Post-show discussion brought out various reactions to this engaging and thought-provoking play. While they address serious aspects of technology providing personal assistance for the elderly and differently abled, a process well under way in the off-stage world, there was also genuine affection for the comic interaction between the curmudgeon and the android. Some comments declared this a sort of 21st-century “Odd Couple.”
I personally saw the deeper questions posed by films such as “Blade Runner,” questions of identity and self, both among humans and those programed to emulate them. This was reflected in Stacy’s relating a sort of muscle-memory of a previous, very different, “life.” The policy of her maker, the tech corporation Singularity, is to completely eliminate its imprinted identity after use so that the unit can be refitted for whatever service the next customer wants. “I will not outlive you.”

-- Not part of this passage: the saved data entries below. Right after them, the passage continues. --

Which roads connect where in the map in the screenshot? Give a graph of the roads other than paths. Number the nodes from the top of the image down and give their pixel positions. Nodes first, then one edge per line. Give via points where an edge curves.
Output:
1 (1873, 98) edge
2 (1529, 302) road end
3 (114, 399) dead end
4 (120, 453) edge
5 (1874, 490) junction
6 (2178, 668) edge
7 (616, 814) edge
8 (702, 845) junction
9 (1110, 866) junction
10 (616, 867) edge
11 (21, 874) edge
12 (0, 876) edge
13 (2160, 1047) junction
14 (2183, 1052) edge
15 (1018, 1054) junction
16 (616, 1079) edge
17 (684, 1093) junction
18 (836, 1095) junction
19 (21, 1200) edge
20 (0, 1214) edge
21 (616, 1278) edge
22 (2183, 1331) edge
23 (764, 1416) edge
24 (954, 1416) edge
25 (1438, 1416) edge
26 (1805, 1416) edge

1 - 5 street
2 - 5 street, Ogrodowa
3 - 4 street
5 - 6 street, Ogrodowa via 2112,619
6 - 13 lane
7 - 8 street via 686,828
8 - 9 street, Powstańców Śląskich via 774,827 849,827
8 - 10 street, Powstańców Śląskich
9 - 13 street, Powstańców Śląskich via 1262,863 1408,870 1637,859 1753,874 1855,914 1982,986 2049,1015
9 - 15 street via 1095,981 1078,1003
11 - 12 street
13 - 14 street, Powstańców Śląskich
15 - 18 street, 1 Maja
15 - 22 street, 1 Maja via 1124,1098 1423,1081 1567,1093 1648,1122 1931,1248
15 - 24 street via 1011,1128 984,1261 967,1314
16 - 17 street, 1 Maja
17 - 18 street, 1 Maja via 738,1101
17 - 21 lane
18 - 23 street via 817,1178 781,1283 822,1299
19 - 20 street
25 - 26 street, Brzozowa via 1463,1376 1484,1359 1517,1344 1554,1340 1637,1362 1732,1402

Though Aislin is Irish-Croation and Catholic, and Stacy allegedly soulless, the board of Jewish Theatre of Bloomington felt this is an important work to bring to the public due to its examination of identity and humanity. As the human character puts it, “I contain multitudes, bitch!”
We are grateful for the opportunity to experience this.
Remaining performances are Saturday and Sunday, May 16-17, at the Waldron Rose Firebay theater, 122 S. Walnut St., Bloomington. They are technically sold out, but tickets might become available. Information at jewishtheatrebloomington.com.